#### Work item
In the listing below, locate the lines bearing the word "Avenue". Copy every one of them.

Segment Start: Dataset content

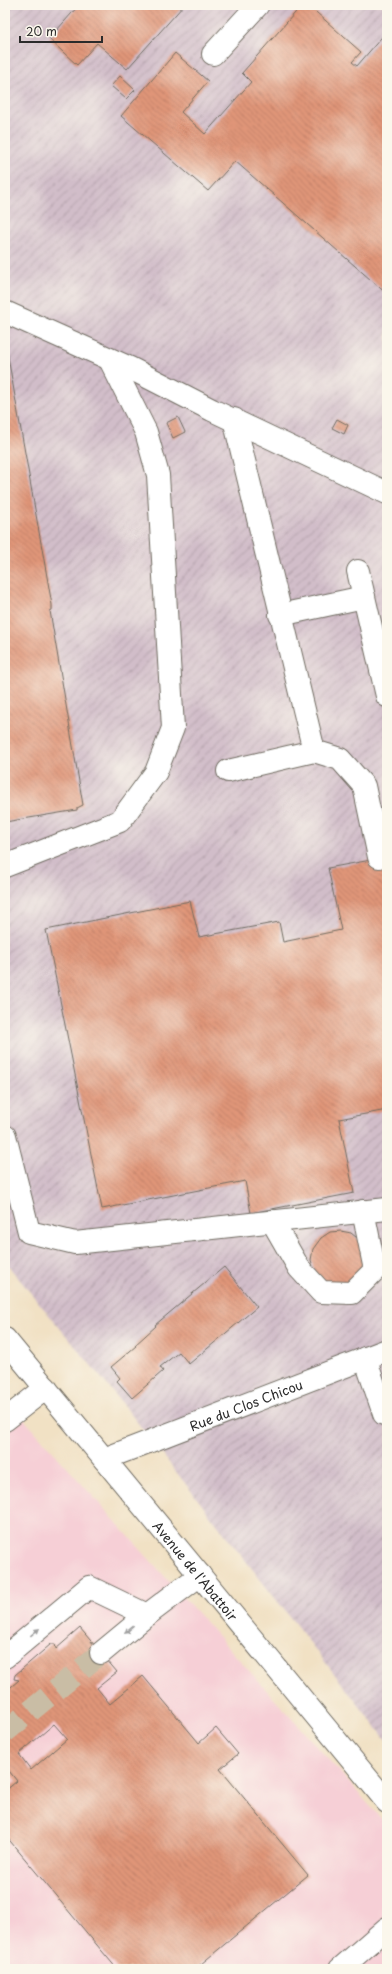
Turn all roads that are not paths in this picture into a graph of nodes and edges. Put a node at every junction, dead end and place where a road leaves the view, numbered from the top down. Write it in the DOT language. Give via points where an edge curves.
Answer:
graph roads {
  1 [pos="258,5"];
  2 [pos="213,54"];
  3 [pos="5,312"];
  4 [pos="110,360"];
  5 [pos="234,419"];
  6 [pos="387,492"];
  7 [pos="358,571"];
  8 [pos="364,597"];
  9 [pos="280,615"];
  10 [pos="387,696"];
  11 [pos="314,751"];
  12 [pos="228,771"];
  13 [pos="379,857"];
  14 [pos="5,866"];
  15 [pos="5,1136"];
  16 [pos="387,1209"];
  17 [pos="363,1211"];
  18 [pos="272,1221"];
  19 [pos="5,1339"];
  20 [pos="387,1350"];
  21 [pos="365,1358"];
  22 [pos="46,1388"];
  23 [pos="384,1414"];
  24 [pos="5,1420"];
  25 [pos="104,1459"];
  26 [pos="200,1575"];
  27 [pos="147,1615"];
  28 [pos="101,1653"];
  29 [pos="5,1657"];
  30 [pos="387,1802"];
  31 [pos="387,1928"];
  32 [pos="340,1969"];
  1 -- 2 [label="street"];
  3 -- 4 [label="street"];
  4 -- 5 [label="street"];
  4 -- 14 [label="street" via="146,432 158,475 173,728 156,772 120,821"];
  5 -- 6 [label="street"];
  5 -- 9 [label="street"];
  7 -- 8 [label="street"];
  8 -- 9 [label="street"];
  8 -- 10 [label="street"];
  9 -- 11 [label="street"];
  11 -- 12 [label="street"];
  11 -- 13 [label="street" via="340,759 364,786"];
  15 -- 18 [label="street" via="29,1232 75,1243"];
  16 -- 17 [label="street"];
  17 -- 18 [label="street"];
  17 -- 18 [label="street" via="375,1270 352,1293 320,1292 299,1268"];
  19 -- 22 [label="street, Avenue de l'Abattoir"];
  20 -- 21 [label="street, Rue du Clos Chicou"];
  21 -- 23 [label="street"];
  21 -- 25 [label="street, Rue du Clos Chicou"];
  22 -- 24 [label="street"];
  22 -- 25 [label="street, Avenue de l'Abattoir"];
  25 -- 26 [label="street, Avenue de l'Abattoir"];
  26 -- 27 [label="street"];
  26 -- 30 [label="street, Avenue de l'Abattoir"];
  27 -- 28 [label="street, one-way"];
  29 -- 27 [label="street, one-way" via="89,1587"];
  31 -- 32 [label="street"];
}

Segment End: Dataset content

#### Result of this exercise
  19 -- 22 [label="street, Avenue de l'Abattoir"];
  22 -- 25 [label="street, Avenue de l'Abattoir"];
  25 -- 26 [label="street, Avenue de l'Abattoir"];
  26 -- 30 [label="street, Avenue de l'Abattoir"];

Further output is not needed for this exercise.